> **Recorded data**:
____
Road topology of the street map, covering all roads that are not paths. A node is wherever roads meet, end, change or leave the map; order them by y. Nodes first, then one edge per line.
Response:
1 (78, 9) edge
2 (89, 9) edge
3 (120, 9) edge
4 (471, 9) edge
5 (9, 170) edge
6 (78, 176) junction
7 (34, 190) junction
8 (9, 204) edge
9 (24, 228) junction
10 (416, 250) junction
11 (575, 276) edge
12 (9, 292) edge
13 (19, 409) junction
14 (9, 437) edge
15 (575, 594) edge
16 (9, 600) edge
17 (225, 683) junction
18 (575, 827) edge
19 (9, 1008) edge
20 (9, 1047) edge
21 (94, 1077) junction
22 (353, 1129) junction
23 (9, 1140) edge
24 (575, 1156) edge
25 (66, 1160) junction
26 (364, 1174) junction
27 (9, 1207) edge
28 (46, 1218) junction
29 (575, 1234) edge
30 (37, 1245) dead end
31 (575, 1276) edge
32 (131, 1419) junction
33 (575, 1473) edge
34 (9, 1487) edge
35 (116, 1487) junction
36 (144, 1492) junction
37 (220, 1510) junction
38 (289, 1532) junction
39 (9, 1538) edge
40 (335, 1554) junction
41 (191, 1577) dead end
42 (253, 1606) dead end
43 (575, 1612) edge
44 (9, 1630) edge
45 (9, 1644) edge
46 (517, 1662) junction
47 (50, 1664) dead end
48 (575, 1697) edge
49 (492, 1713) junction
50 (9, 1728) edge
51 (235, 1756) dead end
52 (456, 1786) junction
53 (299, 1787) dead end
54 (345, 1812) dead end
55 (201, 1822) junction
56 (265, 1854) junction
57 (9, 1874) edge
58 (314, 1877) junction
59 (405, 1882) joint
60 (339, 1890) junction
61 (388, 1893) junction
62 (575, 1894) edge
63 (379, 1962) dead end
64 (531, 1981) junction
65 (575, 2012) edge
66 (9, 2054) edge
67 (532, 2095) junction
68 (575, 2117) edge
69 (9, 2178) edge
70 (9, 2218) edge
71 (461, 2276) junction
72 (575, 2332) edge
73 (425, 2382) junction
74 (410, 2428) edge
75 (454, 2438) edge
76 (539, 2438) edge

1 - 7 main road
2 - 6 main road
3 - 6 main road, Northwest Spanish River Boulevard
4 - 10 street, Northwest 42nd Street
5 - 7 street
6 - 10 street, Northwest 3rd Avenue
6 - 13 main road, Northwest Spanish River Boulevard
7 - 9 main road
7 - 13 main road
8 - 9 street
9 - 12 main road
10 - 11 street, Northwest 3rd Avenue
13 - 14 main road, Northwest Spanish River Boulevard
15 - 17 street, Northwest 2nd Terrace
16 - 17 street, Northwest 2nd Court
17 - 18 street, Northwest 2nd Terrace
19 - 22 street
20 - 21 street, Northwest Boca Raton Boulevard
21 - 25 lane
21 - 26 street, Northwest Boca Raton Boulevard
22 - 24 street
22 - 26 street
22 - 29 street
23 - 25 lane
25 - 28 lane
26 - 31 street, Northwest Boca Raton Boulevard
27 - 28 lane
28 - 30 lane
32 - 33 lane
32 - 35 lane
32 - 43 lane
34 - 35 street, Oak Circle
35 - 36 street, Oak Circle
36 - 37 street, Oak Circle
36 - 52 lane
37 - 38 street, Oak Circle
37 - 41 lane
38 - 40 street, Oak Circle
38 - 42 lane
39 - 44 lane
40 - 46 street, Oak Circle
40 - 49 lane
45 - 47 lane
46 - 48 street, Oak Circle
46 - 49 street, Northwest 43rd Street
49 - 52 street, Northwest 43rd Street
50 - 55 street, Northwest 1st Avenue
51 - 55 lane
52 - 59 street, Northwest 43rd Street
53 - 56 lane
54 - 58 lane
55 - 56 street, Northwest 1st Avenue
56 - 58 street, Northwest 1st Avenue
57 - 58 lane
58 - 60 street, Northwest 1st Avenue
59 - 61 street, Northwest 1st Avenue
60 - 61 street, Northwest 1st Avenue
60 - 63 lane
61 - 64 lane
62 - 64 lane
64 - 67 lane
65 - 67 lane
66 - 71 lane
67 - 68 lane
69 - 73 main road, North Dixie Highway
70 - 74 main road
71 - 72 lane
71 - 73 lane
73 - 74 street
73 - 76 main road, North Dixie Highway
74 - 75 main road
____
> **What is being asked**:
Please show, exactly as written, every line above that contains the word "main".

> **Expected output**:
1 - 7 main road
2 - 6 main road
3 - 6 main road, Northwest Spanish River Boulevard
6 - 13 main road, Northwest Spanish River Boulevard
7 - 9 main road
7 - 13 main road
9 - 12 main road
13 - 14 main road, Northwest Spanish River Boulevard
69 - 73 main road, North Dixie Highway
70 - 74 main road
73 - 76 main road, North Dixie Highway
74 - 75 main road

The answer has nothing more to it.